In my earlier blog post, I had referred to the work by Blanchard and his co-authors on whether capital inflows were contractionary. The full paper is here. Have not read the full paper yet. Here are some expanded thoughts:
The policy implications drawn are convenient in theory and they are hard to execute in practice. They had conveniently ignored the political economy dynamics and the power of international portfolio investors to keep markets open, especially now that their opportunities and avenues to make returns have shrunk dramatically.
Further, non-bond flows (FDI) are dwarfed by the size and speed of bond flows. Hence, they are a problem for developing countries. For developed countries, currency appreciation should matter relatively less than for small, open and developing economies. They should be happier with bond inflows because it depresses interest rates across the yield curve, something that their policymakers aim for and hence, should welcome! This is particularly true for the United States.

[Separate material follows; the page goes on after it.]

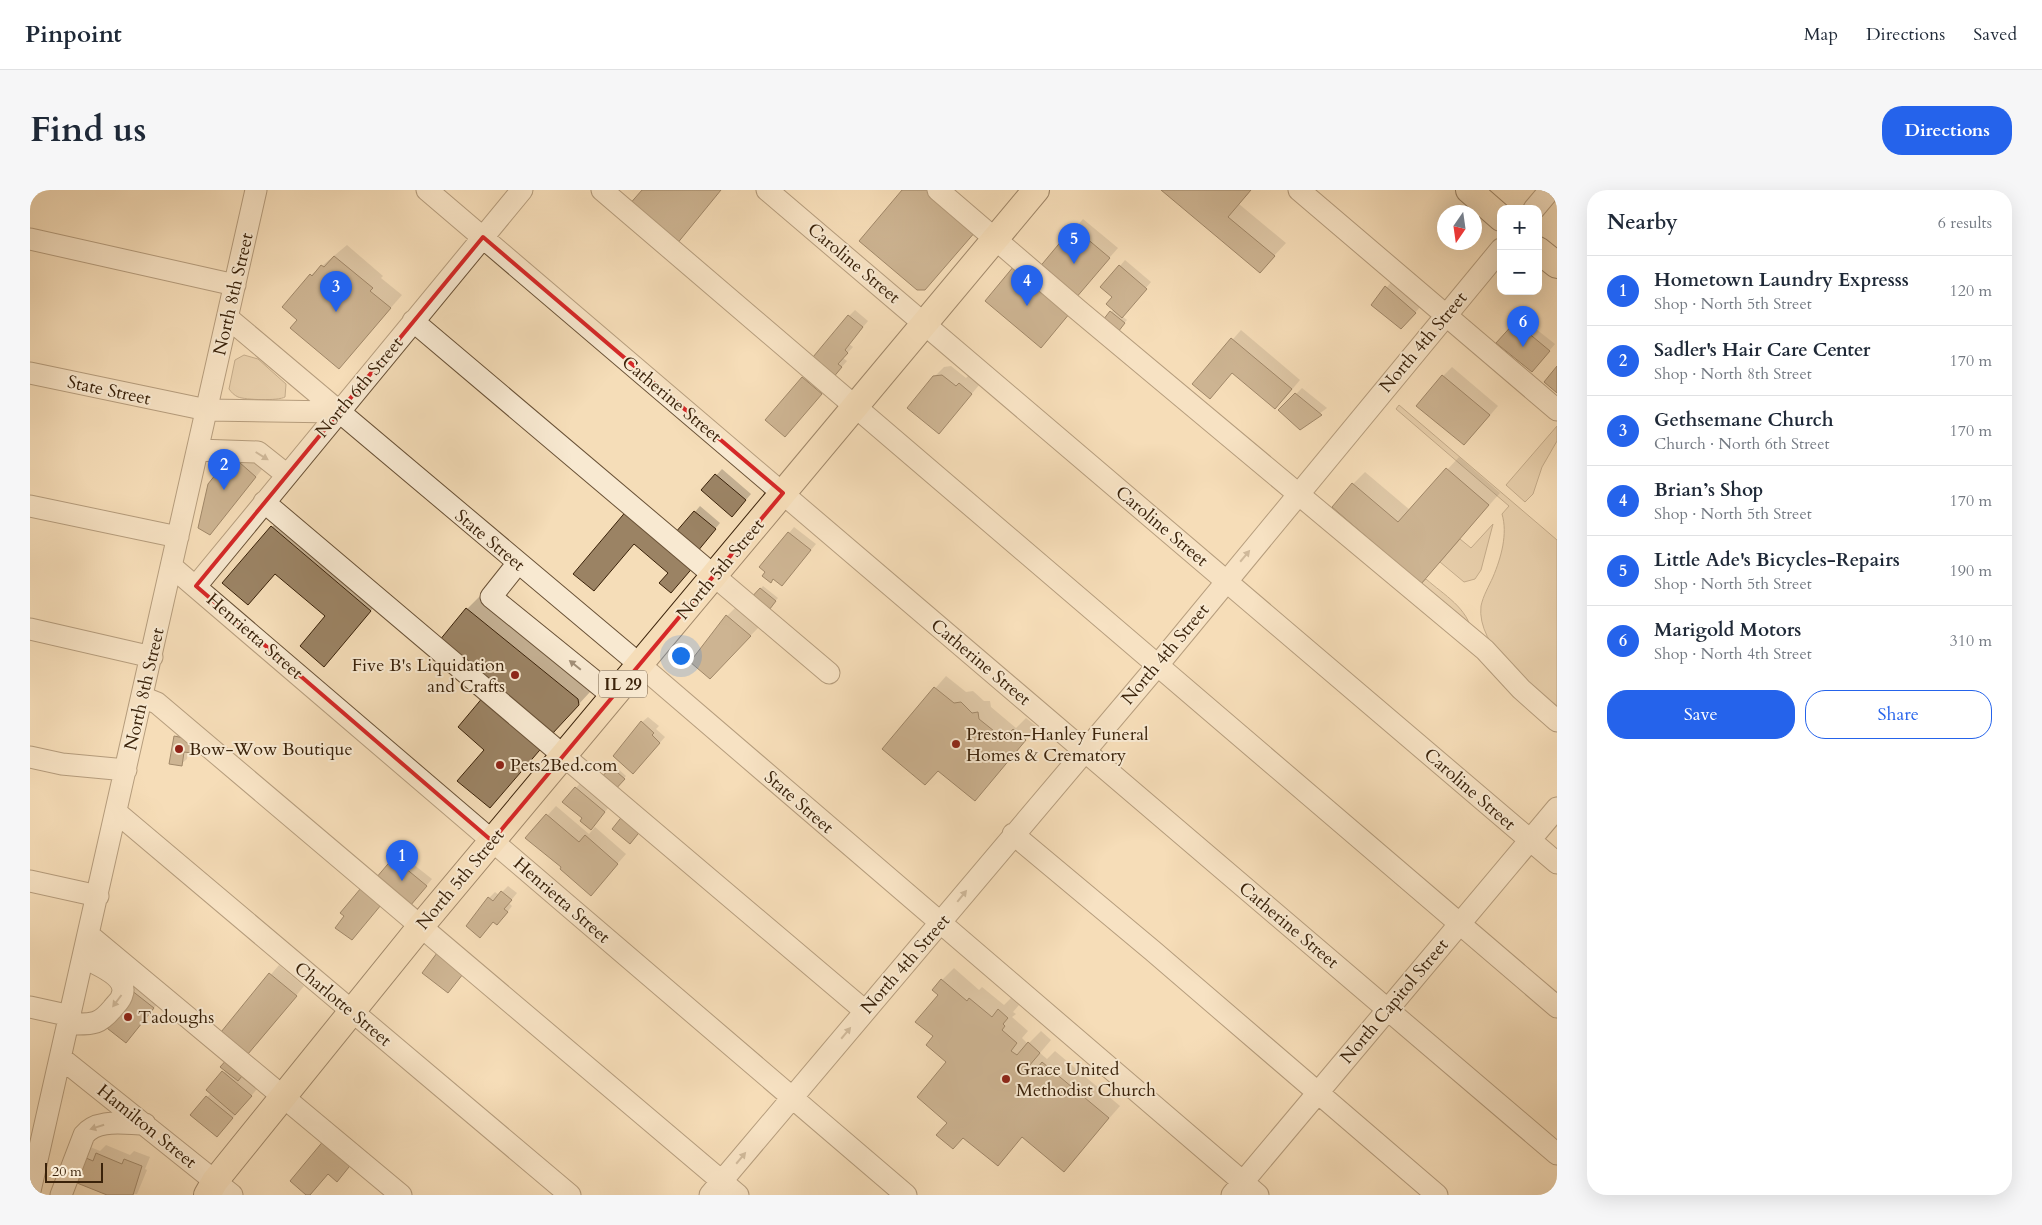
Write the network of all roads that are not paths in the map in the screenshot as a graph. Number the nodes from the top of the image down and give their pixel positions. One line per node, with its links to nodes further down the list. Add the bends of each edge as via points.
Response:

The situation, hence, is this: capital inflows are not contractionary for the developed world. The authors say that they found bond inflows to have slightly negative effect on output. We need to see how big the effect was, what the lag was and for what countries. The devil may be in the details.
In general and, on balance, capital inflows are expansionary for them through the asset market effect. They stoke bubbles in bond and stocks. The currency effect is not important, by and large, for developed countries.
Capital inflows are expansionary for the developing world too, through credit and capital misallocation.
Mundell-Fleming might have been right and appropriate for periods when capital flows had not grown to such Frankenstein proportions. The problem is to deal with the excess stimulus and undesirable side effects of capital inflows and not the other way around.
Global financial integration – especially of the portfolio variety – has to be rethought and urgently too.